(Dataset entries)

^^^^^^^^^^^^^^^^

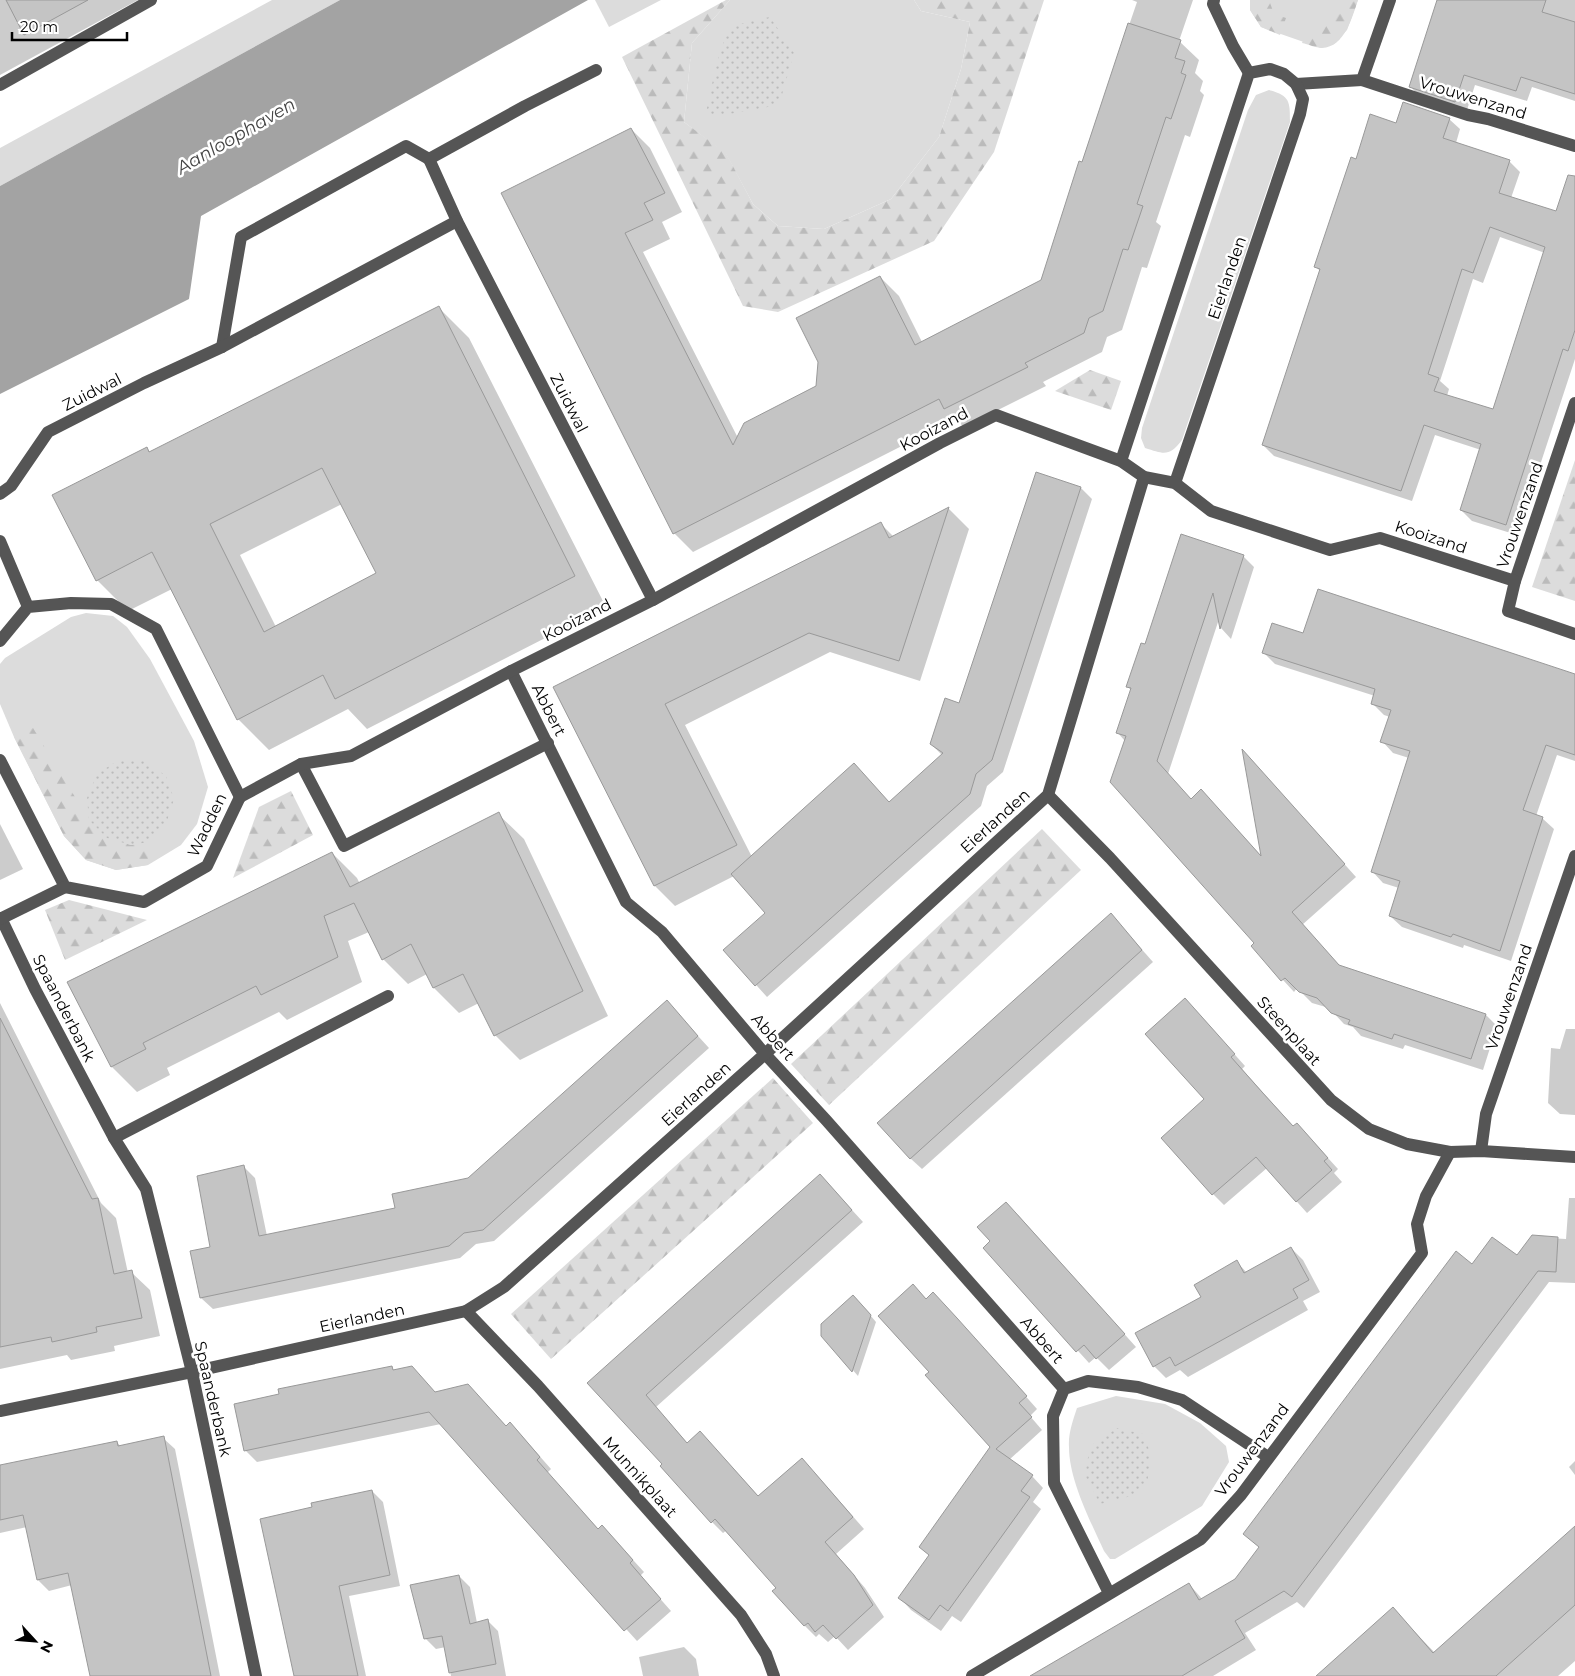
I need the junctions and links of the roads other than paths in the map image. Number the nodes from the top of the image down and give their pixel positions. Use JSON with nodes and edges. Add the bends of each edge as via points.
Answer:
{"nodes":[{"id":1,"x":151,"y":0,"type":"edge"},
{"id":2,"x":1214,"y":0,"type":"edge"},
{"id":3,"x":1390,"y":0,"type":"edge"},
{"id":4,"x":596,"y":70,"type":"dead end"},
{"id":5,"x":1249,"y":73,"type":"junction"},
{"id":6,"x":1362,"y":80,"type":"junction"},
{"id":7,"x":1296,"y":84,"type":"junction"},
{"id":8,"x":0,"y":85,"type":"edge"},
{"id":9,"x":1575,"y":146,"type":"edge"},
{"id":10,"x":429,"y":159,"type":"junction"},
{"id":11,"x":457,"y":221,"type":"junction"},
{"id":12,"x":222,"y":347,"type":"junction"},
{"id":13,"x":1575,"y":403,"type":"edge"},
{"id":14,"x":1121,"y":461,"type":"junction"},
{"id":15,"x":1144,"y":477,"type":"junction"},
{"id":16,"x":1176,"y":483,"type":"junction"},
{"id":17,"x":0,"y":494,"type":"edge"},
{"id":18,"x":0,"y":541,"type":"edge"},
{"id":19,"x":1515,"y":581,"type":"junction"},
{"id":20,"x":653,"y":600,"type":"junction"},
{"id":21,"x":28,"y":607,"type":"junction"},
{"id":22,"x":1575,"y":634,"type":"edge"},
{"id":23,"x":0,"y":641,"type":"edge"},
{"id":24,"x":511,"y":671,"type":"junction"},
{"id":25,"x":548,"y":743,"type":"junction"},
{"id":26,"x":0,"y":760,"type":"edge"},
{"id":27,"x":301,"y":764,"type":"junction"},
{"id":28,"x":1048,"y":795,"type":"junction"},
{"id":29,"x":240,"y":797,"type":"junction"},
{"id":30,"x":1575,"y":856,"type":"edge"},
{"id":31,"x":65,"y":886,"type":"junction"},
{"id":32,"x":1,"y":918,"type":"edge"},
{"id":33,"x":388,"y":996,"type":"dead end"},
{"id":34,"x":765,"y":1054,"type":"junction"},
{"id":35,"x":114,"y":1138,"type":"junction"},
{"id":36,"x":1481,"y":1151,"type":"junction"},
{"id":37,"x":1450,"y":1152,"type":"junction"},
{"id":38,"x":1575,"y":1157,"type":"edge"},
{"id":39,"x":466,"y":1311,"type":"junction"},
{"id":40,"x":192,"y":1372,"type":"junction"},
{"id":41,"x":1064,"y":1389,"type":"junction"},
{"id":42,"x":0,"y":1412,"type":"edge"},
{"id":43,"x":1268,"y":1457,"type":"junction"},
{"id":44,"x":1109,"y":1593,"type":"junction"},
{"id":45,"x":256,"y":1676,"type":"edge"},
{"id":46,"x":774,"y":1676,"type":"edge"},
{"id":47,"x":972,"y":1676,"type":"edge"}],
"edges":[{"from":1,"to":8,"type":"street"},
{"from":2,"to":5,"type":"street","via":[[1213,4]]},
{"from":3,"to":6,"type":"street"},
{"from":4,"to":10,"type":"street"},
{"from":5,"to":7,"type":"street","via":[[1270,69],[1284,74]]},
{"from":5,"to":14,"type":"street"},
{"from":6,"to":7,"type":"street"},
{"from":6,"to":9,"type":"street","name":"Vrouwenzand"},
{"from":7,"to":16,"type":"street","name":"Eierlanden","via":[[1303,100],[1300,114]]},
{"from":10,"to":11,"type":"street","name":"Zuidwal"},
{"from":10,"to":12,"type":"street","via":[[406,146],[241,237]]},
{"from":11,"to":12,"type":"street","name":"Zuidwal"},
{"from":11,"to":20,"type":"street","name":"Zuidwal"},
{"from":12,"to":17,"type":"street","name":"Zuidwal","via":[[48,432],[11,486]]},
{"from":13,"to":19,"type":"street","name":"Vrouwenzand"},
{"from":14,"to":15,"type":"street","name":"Kooizand"},
{"from":14,"to":20,"type":"street","name":"Kooizand","via":[[996,415]]},
{"from":15,"to":16,"type":"street","name":"Kooizand"},
{"from":15,"to":28,"type":"street","name":"Eierlanden"},
{"from":16,"to":19,"type":"street","name":"Kooizand","via":[[1211,511],[1330,550],[1380,538]]},
{"from":18,"to":21,"type":"street"},
{"from":19,"to":22,"type":"street","via":[[1508,611]]},
{"from":20,"to":24,"type":"street","name":"Kooizand"},
{"from":21,"to":23,"type":"street"},
{"from":21,"to":29,"type":"street","name":"Wadden","via":[[111,604],[156,629]]},
{"from":24,"to":25,"type":"street","name":"Abbert"},
{"from":24,"to":27,"type":"street","name":"Kooizand","via":[[351,756]]},
{"from":25,"to":27,"type":"street","via":[[344,846]]},
{"from":25,"to":34,"type":"street","name":"Abbert","via":[[626,902],[662,932]]},
{"from":26,"to":31,"type":"street"},
{"from":27,"to":29,"type":"street","name":"Kooizand"},
{"from":28,"to":34,"type":"street","name":"Eierlanden"},
{"from":28,"to":37,"type":"street","name":"Steenplaat","via":[[1331,1100],[1369,1129],[1407,1144]]},
{"from":29,"to":31,"type":"street","name":"Wadden","via":[[207,866],[144,902]]},
{"from":30,"to":36,"type":"street","name":"Vrouwenzand","via":[[1486,1114]]},
{"from":31,"to":32,"type":"street"},
{"from":32,"to":35,"type":"street","name":"Spaanderbank"},
{"from":33,"to":35,"type":"street"},
{"from":34,"to":39,"type":"street","name":"Eierlanden","via":[[504,1287]]},
{"from":34,"to":41,"type":"street","name":"Abbert"},
{"from":35,"to":40,"type":"street","name":"Spaanderbank","via":[[146,1189]]},
{"from":36,"to":37,"type":"street","name":"Steenplaat"},
{"from":36,"to":38,"type":"street","name":"Steenplaat"},
{"from":37,"to":43,"type":"street","name":"Vrouwenzand","via":[[1426,1196],[1417,1224],[1422,1253]]},
{"from":39,"to":40,"type":"street","name":"Eierlanden"},
{"from":39,"to":46,"type":"street","name":"Munnikplaat","via":[[538,1386],[741,1615],[766,1654]]},
{"from":40,"to":42,"type":"street","name":"Eierlanden"},
{"from":40,"to":45,"type":"street","name":"Spaanderbank"},
{"from":41,"to":43,"type":"street","name":"Abbert","via":[[1088,1381],[1138,1387],[1182,1400]]},
{"from":41,"to":44,"type":"street","name":"Abbert","via":[[1053,1416],[1054,1483]]},
{"from":43,"to":44,"type":"street","name":"Vrouwenzand","via":[[1241,1494],[1201,1539]]},
{"from":44,"to":47,"type":"street","name":"Vrouwenzand"}]}
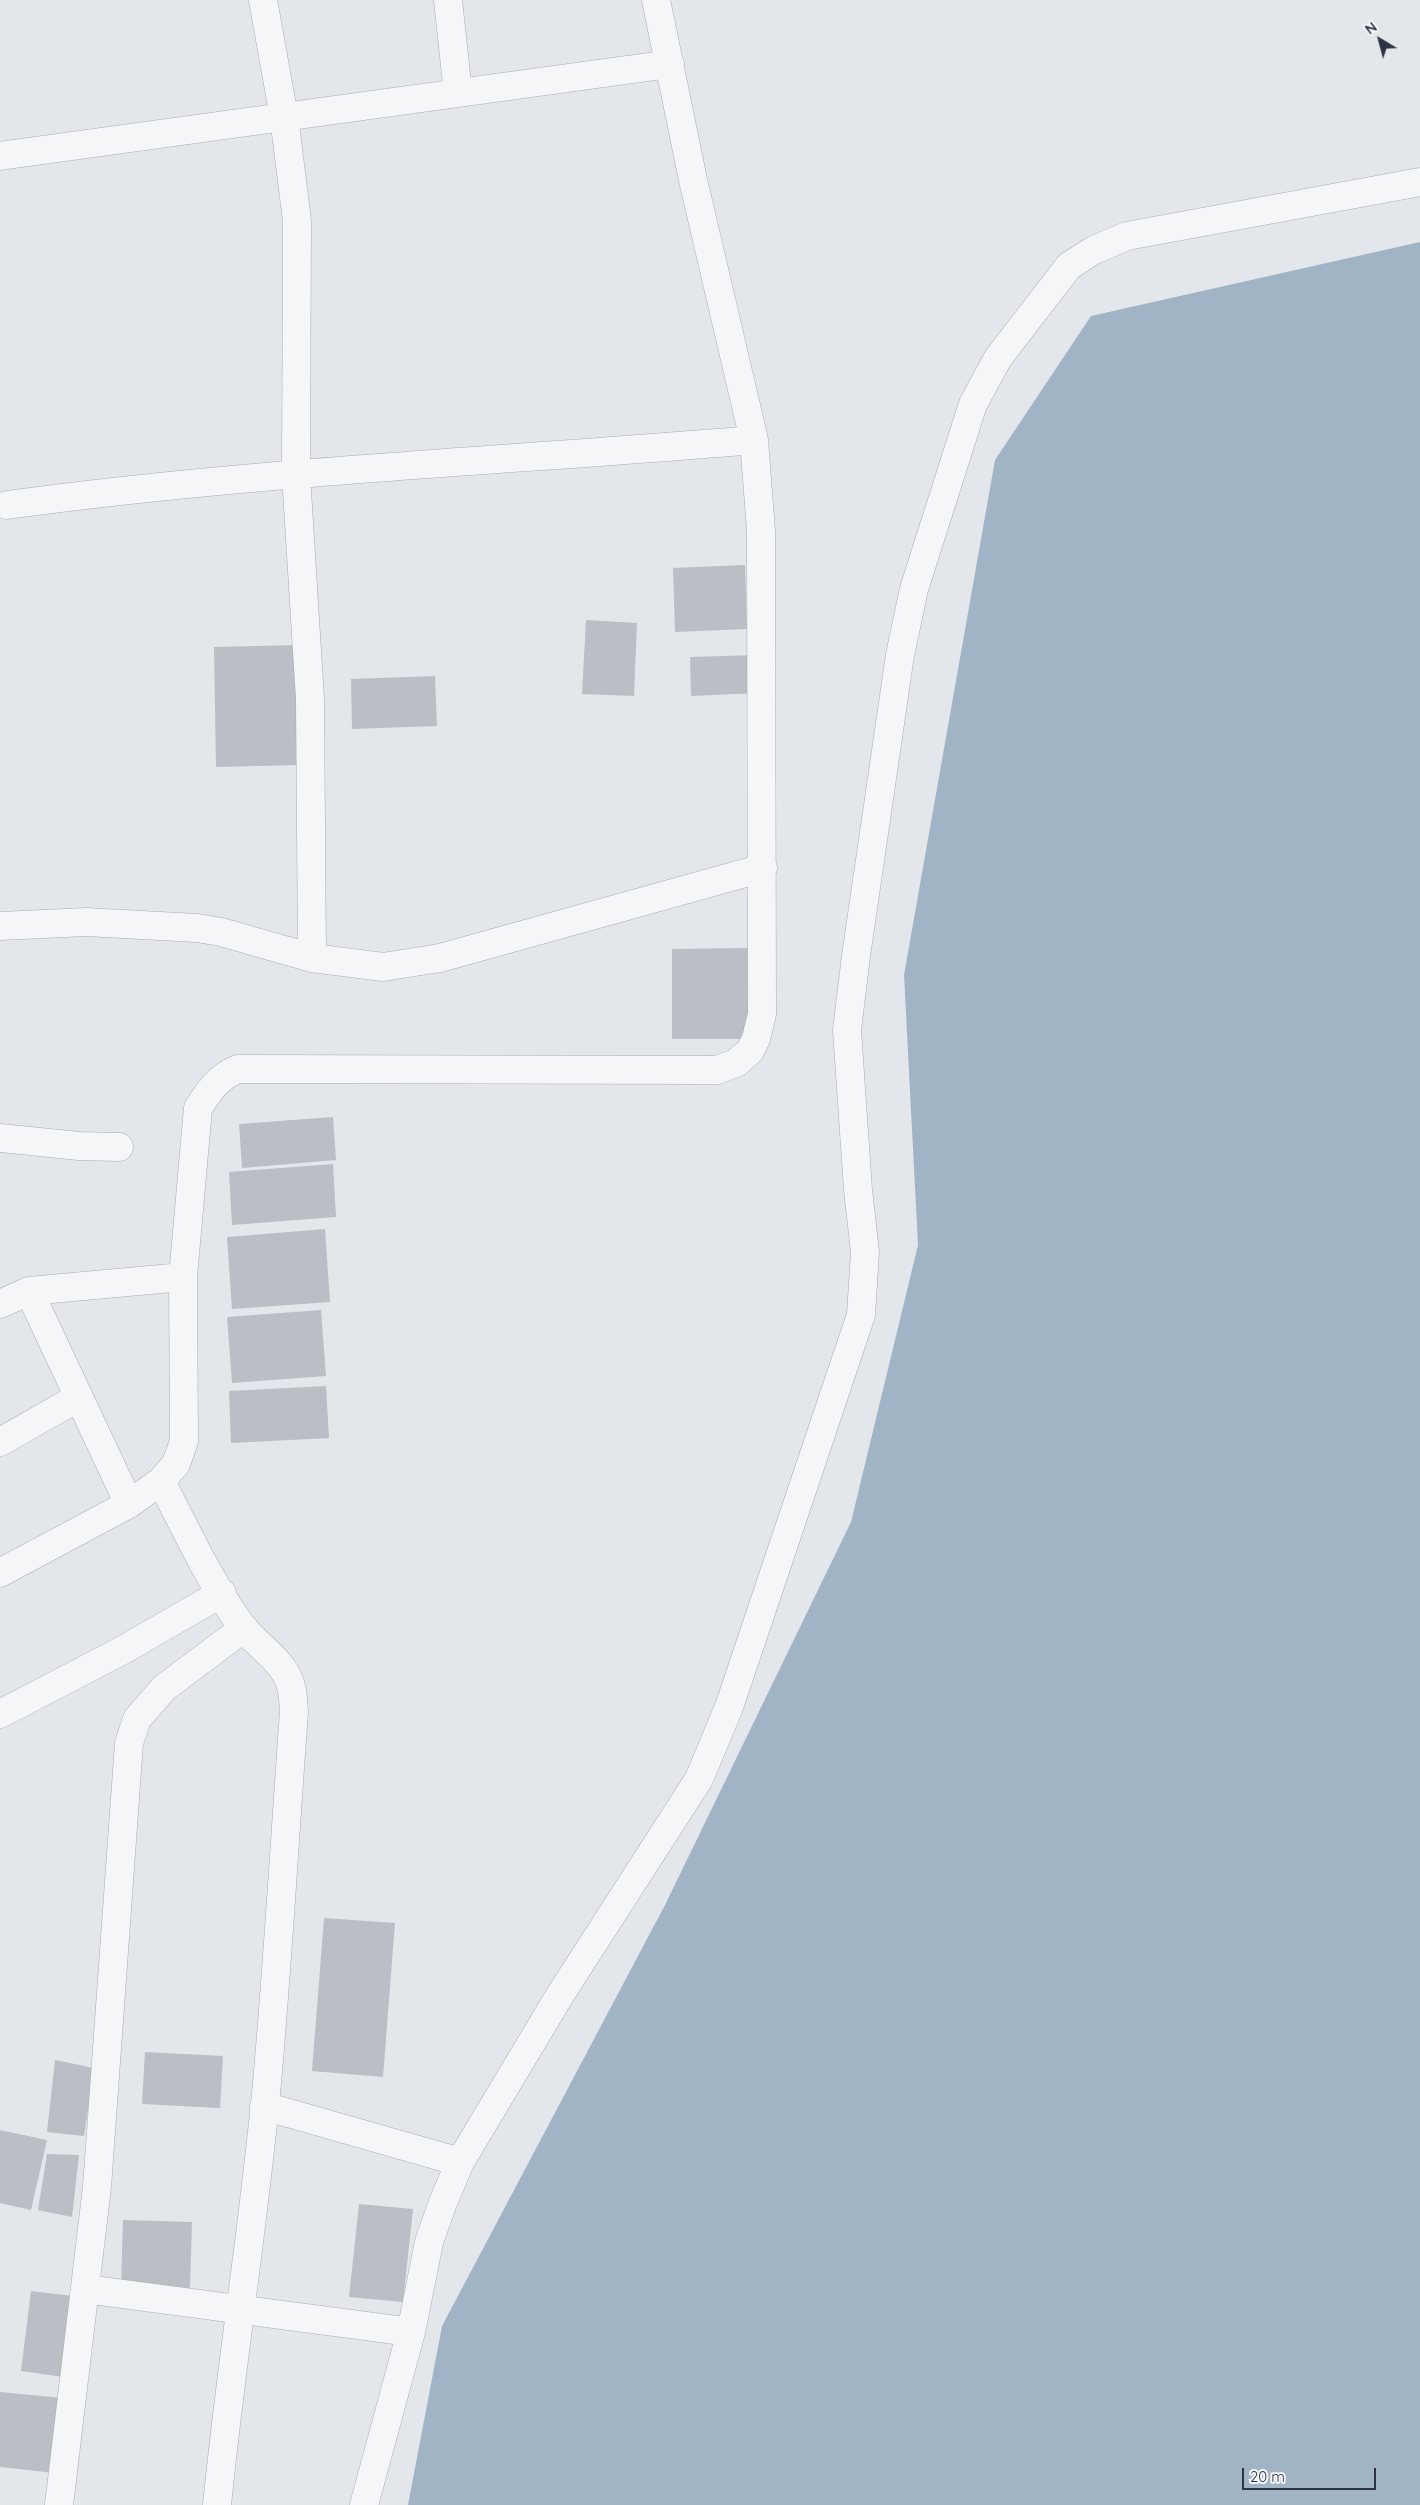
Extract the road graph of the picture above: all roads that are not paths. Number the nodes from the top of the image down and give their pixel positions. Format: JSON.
{"nodes":[{"id":1,"x":263,"y":0,"type":"edge"},
{"id":2,"x":448,"y":0,"type":"edge"},
{"id":3,"x":656,"y":0,"type":"edge"},
{"id":4,"x":670,"y":64,"type":"junction"},
{"id":5,"x":458,"y":93,"type":"junction"},
{"id":6,"x":284,"y":117,"type":"junction"},
{"id":7,"x":0,"y":156,"type":"edge"},
{"id":8,"x":1420,"y":182,"type":"edge"},
{"id":9,"x":754,"y":440,"type":"junction"},
{"id":10,"x":296,"y":475,"type":"junction"},
{"id":11,"x":7,"y":505,"type":"dead end"},
{"id":12,"x":763,"y":868,"type":"junction"},
{"id":13,"x":0,"y":926,"type":"edge"},
{"id":14,"x":312,"y":958,"type":"junction"},
{"id":15,"x":0,"y":1138,"type":"edge"},
{"id":16,"x":119,"y":1147,"type":"dead end"},
{"id":17,"x":183,"y":1277,"type":"junction"},
{"id":18,"x":29,"y":1291,"type":"junction"},
{"id":19,"x":0,"y":1304,"type":"edge"},
{"id":20,"x":79,"y":1397,"type":"junction"},
{"id":21,"x":0,"y":1442,"type":"edge"},
{"id":22,"x":161,"y":1481,"type":"junction"},
{"id":23,"x":128,"y":1504,"type":"junction"},
{"id":24,"x":0,"y":1573,"type":"edge"},
{"id":25,"x":222,"y":1593,"type":"junction"},
{"id":26,"x":244,"y":1628,"type":"junction"},
{"id":27,"x":0,"y":1714,"type":"edge"},
{"id":28,"x":264,"y":2106,"type":"junction"},
{"id":29,"x":460,"y":2162,"type":"junction"},
{"id":30,"x":85,"y":2289,"type":"junction"},
{"id":31,"x":241,"y":2311,"type":"junction"},
{"id":32,"x":411,"y":2332,"type":"junction"},
{"id":33,"x":59,"y":2505,"type":"edge"},
{"id":34,"x":217,"y":2505,"type":"edge"},
{"id":35,"x":364,"y":2505,"type":"edge"}],
"edges":[{"from":1,"to":6,"type":"street"},
{"from":2,"to":5,"type":"street"},
{"from":3,"to":4,"type":"street"},
{"from":4,"to":5,"type":"street"},
{"from":4,"to":9,"type":"street"},
{"from":5,"to":6,"type":"street"},
{"from":6,"to":7,"type":"street"},
{"from":6,"to":10,"type":"street"},
{"from":8,"to":29,"type":"street"},
{"from":9,"to":10,"type":"street"},
{"from":9,"to":12,"type":"street"},
{"from":10,"to":11,"type":"street"},
{"from":10,"to":14,"type":"street"},
{"from":12,"to":14,"type":"street"},
{"from":12,"to":17,"type":"street"},
{"from":13,"to":14,"type":"street"},
{"from":15,"to":16,"type":"street"},
{"from":17,"to":18,"type":"street"},
{"from":17,"to":22,"type":"street"},
{"from":18,"to":19,"type":"street"},
{"from":18,"to":20,"type":"street"},
{"from":20,"to":21,"type":"street"},
{"from":20,"to":23,"type":"street"},
{"from":22,"to":23,"type":"street"},
{"from":22,"to":25,"type":"street"},
{"from":23,"to":24,"type":"street"},
{"from":25,"to":26,"type":"street"},
{"from":25,"to":27,"type":"street"},
{"from":26,"to":28,"type":"street"},
{"from":26,"to":30,"type":"street"},
{"from":28,"to":29,"type":"street"},
{"from":28,"to":31,"type":"street"},
{"from":29,"to":32,"type":"street"},
{"from":30,"to":31,"type":"street"},
{"from":30,"to":33,"type":"street"},
{"from":31,"to":32,"type":"street"},
{"from":31,"to":34,"type":"street"},
{"from":32,"to":35,"type":"street"}]}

^^^^^^^^^^^^^^^^

> **WHAT THIS TASK INVOLVES**:
Please copy out each line in the entries that mentions the string "Zuidwal".

> **YOUR SOLUTION**:
{"from":10,"to":11,"type":"street","name":"Zuidwal"},
{"from":11,"to":12,"type":"street","name":"Zuidwal"},
{"from":11,"to":20,"type":"street","name":"Zuidwal"},
{"from":12,"to":17,"type":"street","name":"Zuidwal","via":[[48,432],[11,486]]},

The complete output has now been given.